Each line of the records below that holds "place" should be returned.

□ □ □

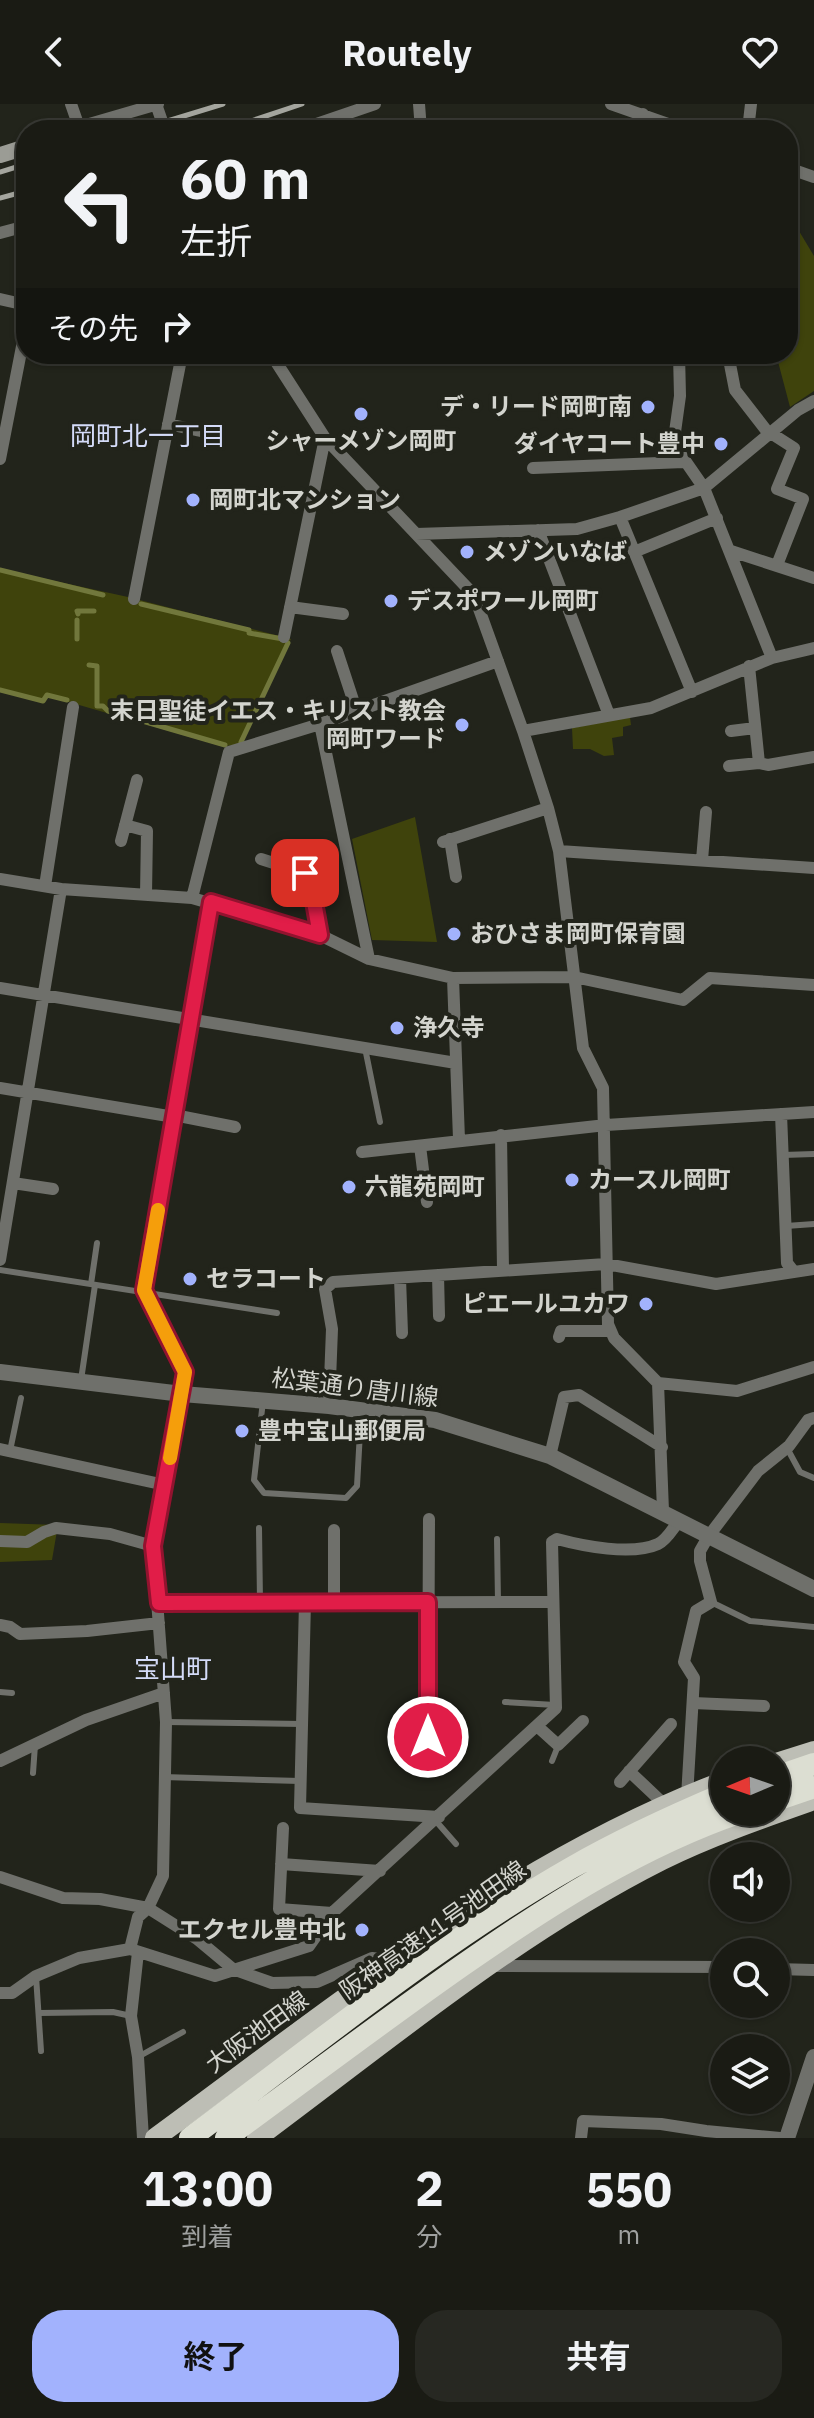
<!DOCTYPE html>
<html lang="ja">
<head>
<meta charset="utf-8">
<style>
	:root { --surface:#1a1b14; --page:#272822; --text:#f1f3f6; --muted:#9fa1a0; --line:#383934; --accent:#a2b2fd }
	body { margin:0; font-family:"IBM Plex Sans","Noto Sans JP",sans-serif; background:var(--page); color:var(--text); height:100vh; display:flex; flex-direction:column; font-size:30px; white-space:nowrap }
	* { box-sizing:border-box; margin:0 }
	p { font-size:26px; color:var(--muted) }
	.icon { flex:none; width:44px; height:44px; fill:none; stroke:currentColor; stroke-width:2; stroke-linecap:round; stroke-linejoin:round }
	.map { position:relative; height:2034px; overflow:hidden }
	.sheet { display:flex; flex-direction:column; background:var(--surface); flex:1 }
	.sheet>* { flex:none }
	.banner { position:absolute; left:16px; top:16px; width:782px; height:244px; border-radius:32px; box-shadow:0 2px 6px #0004,0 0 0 2px var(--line); background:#1a1b14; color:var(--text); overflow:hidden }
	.needle { width:52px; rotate:268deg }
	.buttons { position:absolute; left:710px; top:1642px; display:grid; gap:16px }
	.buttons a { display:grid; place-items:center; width:80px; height:80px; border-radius:50%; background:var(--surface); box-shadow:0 2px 6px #0004,0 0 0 2px var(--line); font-size:40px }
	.pin { position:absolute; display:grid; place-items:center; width:68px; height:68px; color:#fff; margin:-34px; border-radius:16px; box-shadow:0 4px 12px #0006 }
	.me { position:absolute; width:88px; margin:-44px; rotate:0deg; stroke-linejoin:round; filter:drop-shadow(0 0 6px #0008) }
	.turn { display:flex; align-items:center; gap:28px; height:168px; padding:0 32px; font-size:36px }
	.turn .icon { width:104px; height:104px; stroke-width:2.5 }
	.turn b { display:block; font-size:56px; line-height:68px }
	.then { display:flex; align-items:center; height:76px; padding:0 32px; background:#0003; gap:16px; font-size:30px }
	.eta { display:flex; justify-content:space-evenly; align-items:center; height:136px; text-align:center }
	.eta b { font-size:48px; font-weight:700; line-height:56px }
	.cta { display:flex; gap:16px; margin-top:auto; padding:16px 32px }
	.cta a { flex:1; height:92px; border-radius:32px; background:var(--accent); color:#111; font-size:32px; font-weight:700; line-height:92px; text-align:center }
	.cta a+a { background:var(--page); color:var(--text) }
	header { display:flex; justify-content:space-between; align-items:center; height:104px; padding:0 32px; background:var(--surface); font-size:36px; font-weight:700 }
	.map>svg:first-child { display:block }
	.green { fill:#3f430c }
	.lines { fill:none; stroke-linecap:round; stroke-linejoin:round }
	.stream { stroke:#71773c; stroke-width:5 }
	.service { stroke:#6f706b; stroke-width:6 }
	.minor { stroke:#6f706b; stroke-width:12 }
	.tertiary { stroke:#6f706b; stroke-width:16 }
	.secondary { stroke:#9b9c95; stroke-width:16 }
	.primary { stroke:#bdbeb5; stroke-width:20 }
	.motorway { stroke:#dcded2; stroke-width:22 }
	.rail { stroke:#a4a59e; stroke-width:5 }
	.route-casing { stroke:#92132f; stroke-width:20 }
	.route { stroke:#e11d48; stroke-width:14 }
	.slow { stroke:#f59e0b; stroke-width:14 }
	.poi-dot { fill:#a2b2fd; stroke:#22241b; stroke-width:3 }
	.labels { text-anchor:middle; stroke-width:8; stroke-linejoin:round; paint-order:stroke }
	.poi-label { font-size:24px; font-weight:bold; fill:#d3d4ce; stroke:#22241b; text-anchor:start }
	.street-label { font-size:24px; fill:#d3d4ce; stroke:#22241b }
	.neighbourhood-label { font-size:26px; fill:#d4dbf8; stroke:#22241b }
</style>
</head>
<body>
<header><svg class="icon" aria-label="back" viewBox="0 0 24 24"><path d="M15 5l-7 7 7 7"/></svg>Routely<svg class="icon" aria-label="heart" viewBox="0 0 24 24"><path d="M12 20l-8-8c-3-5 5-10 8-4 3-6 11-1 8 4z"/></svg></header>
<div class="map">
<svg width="814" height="2034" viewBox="0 0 814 2034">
	<rect width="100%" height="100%" fill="#22241b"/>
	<path class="green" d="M788,123L799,127L814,152V287L790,303L776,250H788Z
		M0,465L128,493L291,535L239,641L221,642L48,592L45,598L0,588Z
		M630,613L631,621L623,623V632L612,634L614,651L604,652L590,645H573L572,624Z
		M415,713L437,838L372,836L352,735Z
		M0,1419L58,1421L52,1456L0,1458Z"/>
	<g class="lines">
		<path class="stream" d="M0,466L103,491
			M141,500L249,526V529L283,535
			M78,510L77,507H94
			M77,535V516
			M89,561L97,562V602H103L108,607L225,641
			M0,586L43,597L47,591L67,596
			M241,638L288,539"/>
		<path class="service" d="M365,944L380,1018
			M783,1051L814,1050
			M786,1122L814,1120
			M0,1166L277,1209
			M91,1180L97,1139
			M81,1276L95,1181
			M263,1297L254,1376L264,1389L346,1394L357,1382L361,1310
			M787,1344L800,1368L814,1374
			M10,1347L21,1294
			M259,1424L260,1498
			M497,1435L498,1498
			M711,1498L750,1517L814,1523
			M0,1588L12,1589
			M505,1598L555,1601
			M166,1618L302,1620
			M552,1657L558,1642
			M33,1669L35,1641
			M163,1673L300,1677
			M435,1716L456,1740
			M36,1872L41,1947
			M39,1909L113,1908L131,1912
			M138,1953L183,1928"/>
		<path class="minor" d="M71,0L79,23L158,0
			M156,0L165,26
			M419,0L421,26
			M611,0L685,26
			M299,26L375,0
			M637,26L643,10
			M748,26L751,0
			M788,64L814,73
			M0,129L26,122
			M0,195L26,201
			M271,250L325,334L474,491L523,627L548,704L559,747L583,944L603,984L608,1220L614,1234L658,1279L663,1407
			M400,250L494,256L625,250
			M679,250L680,292L675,328L677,345L704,384L772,554
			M728,250L735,286L766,326L794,344L777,385L803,395L777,461
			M168,320L219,331
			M0,355L26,222
			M533,364L684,358
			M620,413L692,588
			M538,426L609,611
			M416,430L577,425L620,413L704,384L798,306L814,297
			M731,447L814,474
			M634,448L717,414
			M134,495L182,250
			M290,503L343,510
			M284,533L325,334
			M337,547L356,605
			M749,562L759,659L768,661L814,653
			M320,620L369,855
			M523,627L651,604L772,554L814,544
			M731,627L755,624
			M729,662L759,659
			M125,721L147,727L146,791
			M450,735L456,773
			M121,737L137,676
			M443,738L548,704
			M559,747L814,764
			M261,755L305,769L312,787L320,831
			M702,756L706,708
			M0,775L61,785L192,794L320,831L369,855L453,874L574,873L683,896L710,874L814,881
			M45,782L73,603
			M192,794L229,648L320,620L498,557
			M453,874L459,1035
			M0,884L456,959
			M0,984L174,1013
			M781,1010L787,1159L794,1168
			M174,1011L235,1023
			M501,1031L503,1166
			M420,1042L427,1098
			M362,1048L606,1021L814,1008
			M13,1079L53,1085
			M0,1156L61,785
			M438,1171L439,1212
			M400,1174L402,1229
			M559,1233L561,1227H610
			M658,1279L737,1287L814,1263
			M329,1302L332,1225L325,1185L333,1178L606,1160L716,1180L814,1165
			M0,1345L165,1381
			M550,1352L564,1293L579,1291L662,1343
			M334,1426V1499
			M0,1437L27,1438L44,1428L56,1424L110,1430L153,1442
			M305,1498L300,1704L439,1713
			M159,1499L553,1498
			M0,1521L10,1523L20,1530L87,1527L159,1519
			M693,1599L764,1602
			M537,1622L558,1641L583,1617
			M428,1633L429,1415
			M0,1657L86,1616L164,1589
			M629,1667L666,1702
			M620,1678L671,1620
			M687,1693L694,1574L684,1558L696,1507L711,1498L700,1457V1447L708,1433L758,1367L789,1342L808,1316L814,1314
			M283,1724L279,1805L332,1809
			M281,1760L380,1767
			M0,1773L63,1794L100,1795L148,1804L197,1835L233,1865L272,1879L317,1878L372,1854L397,1857
			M130,1845L138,1813L148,1804L163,1772L166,1618L153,1442L185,1268L144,1186L211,798
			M138,1848L131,1912L138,1953L143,2034
			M491,1862L724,1863
			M776,1865L814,1866
			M0,1889H12L36,1872L79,1854L130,1845L215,1872L309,1842L332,1809L556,1604L552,1438L557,1435C583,1442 632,1452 658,1440C667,1436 673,1424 679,1417
			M581,2034L583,2017L661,2020L706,2027L780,2034"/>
		<path class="tertiary" d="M0,1268L182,1290L329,1302L435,1316L550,1352L814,1485
			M787,2034L814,1953"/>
		<path class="secondary" d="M72,26L79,23
			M0,51L26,43"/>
		<path class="primary" d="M776,1659L814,1647
			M155,2034C334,1903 514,1756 724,1677
			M257,2034C388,1937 515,1830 662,1756C711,1732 763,1714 814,1696"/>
		<path class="motorway" d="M776,1673L814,1660
			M776,1696L814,1683
			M190,2034C313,1943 438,1840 571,1764C620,1736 672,1712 724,1690
			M226,2034C305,1976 383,1917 463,1861C549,1801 641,1742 741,1708"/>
		<path class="rail" d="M138,26L223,0
			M224,26L302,0
			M0,68L26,60
			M0,94L26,87"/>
	</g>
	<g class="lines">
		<defs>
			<path id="route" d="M305,769L312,787L320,831L211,798L144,1186L185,1268L153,1442L159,1499L428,1498V1633"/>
		</defs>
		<use href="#route" class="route-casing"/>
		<use href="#route" class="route"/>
		<path class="slow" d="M158,1106L144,1186L185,1268L170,1354"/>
	</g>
	<g class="poi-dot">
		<circle cx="648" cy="303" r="8"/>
		<circle cx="361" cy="310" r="8"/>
		<circle cx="721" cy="340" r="8"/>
		<circle cx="193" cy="396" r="8"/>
		<circle cx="467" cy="448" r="8"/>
		<circle cx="391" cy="497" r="8"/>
		<circle cx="462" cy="621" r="8"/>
		<circle cx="454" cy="830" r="8"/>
		<circle cx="397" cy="924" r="8"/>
		<circle cx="572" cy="1076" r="8"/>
		<circle cx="349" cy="1083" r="8"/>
		<circle cx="190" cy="1175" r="8"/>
		<circle cx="646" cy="1200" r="8"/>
		<circle cx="242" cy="1327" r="8"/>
		<circle cx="362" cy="1826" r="8"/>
	</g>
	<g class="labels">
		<g class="poi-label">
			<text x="632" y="311" text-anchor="end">デ・リード岡町南</text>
			<text x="361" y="345" text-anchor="middle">シャーメゾン岡町</text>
			<text x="705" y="348" text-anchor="end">ダイヤコート豊中</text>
			<text x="209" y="404">岡町北マンション</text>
			<text x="483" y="456">メゾンいなば</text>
			<text x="407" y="505">デスポワール岡町</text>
			<text x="446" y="615" text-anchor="end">末日聖徒イエス・キリスト教会<tspan x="446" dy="28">岡町ワード</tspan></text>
			<text x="470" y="838">おひさま岡町保育園</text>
			<text x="413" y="932">浄久寺</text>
			<text x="588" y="1084">カースル岡町</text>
			<text x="365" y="1091">六龍苑岡町</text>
			<text x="206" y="1183">セラコート</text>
			<text x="630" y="1208" text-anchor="end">ピエールユカワ</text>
			<text x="258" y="1335">豊中宝山郵便局</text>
			<text x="346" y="1834" text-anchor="end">エクセル豊中北</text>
		</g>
		<g class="street-label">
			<text transform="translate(355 1284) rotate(7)" y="8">松葉通り唐川線</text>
			<text transform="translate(433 1826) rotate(-35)" y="8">阪神高速11号池田線</text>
			<text transform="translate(257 1928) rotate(-36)" y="8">大阪池田線</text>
		</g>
		<g class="neighbourhood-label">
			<text x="148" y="341">岡町北一丁目</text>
			<text x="173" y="1574">宝山町</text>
		</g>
	</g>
</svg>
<div class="buttons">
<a><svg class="needle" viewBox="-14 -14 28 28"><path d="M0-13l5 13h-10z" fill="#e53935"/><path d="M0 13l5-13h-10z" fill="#9fa1a0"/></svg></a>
<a><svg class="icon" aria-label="sound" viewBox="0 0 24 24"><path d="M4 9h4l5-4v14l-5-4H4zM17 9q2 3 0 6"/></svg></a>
<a><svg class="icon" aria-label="search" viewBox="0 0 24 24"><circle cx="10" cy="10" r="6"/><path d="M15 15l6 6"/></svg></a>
<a><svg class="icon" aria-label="layers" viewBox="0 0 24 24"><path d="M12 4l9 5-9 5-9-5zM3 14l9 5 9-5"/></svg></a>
</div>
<div class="pin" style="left:305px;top:769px;background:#d93025"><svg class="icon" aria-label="arrive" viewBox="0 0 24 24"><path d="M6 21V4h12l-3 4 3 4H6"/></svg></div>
<svg class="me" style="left:428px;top:1633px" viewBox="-20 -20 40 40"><circle r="17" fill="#e11d48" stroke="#fff" stroke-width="3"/><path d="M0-11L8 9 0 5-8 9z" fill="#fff"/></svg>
<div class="banner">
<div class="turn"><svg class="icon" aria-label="left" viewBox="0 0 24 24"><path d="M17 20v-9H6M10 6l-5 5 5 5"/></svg><div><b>60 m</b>左折</div></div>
<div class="then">その先<svg class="icon" aria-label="right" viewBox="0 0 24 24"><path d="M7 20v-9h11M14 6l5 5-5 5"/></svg></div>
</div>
</div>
<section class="sheet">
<div class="eta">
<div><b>13:00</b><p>到着</p></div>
<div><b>2</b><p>分</p></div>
<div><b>550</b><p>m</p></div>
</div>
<div class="cta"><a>終了</a><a>共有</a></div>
</section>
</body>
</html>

□ □ □

## WRITTEN SOLUTION
	.buttons a { display:grid; place-items:center; width:80px; height:80px; border-radius:50%; background:var(--surface); box-shadow:0 2px 6px #0004,0 0 0 2px var(--line); font-size:40px }
	.pin { position:absolute; display:grid; place-items:center; width:68px; height:68px; color:#fff; margin:-34px; border-radius:16px; box-shadow:0 4px 12px #0006 }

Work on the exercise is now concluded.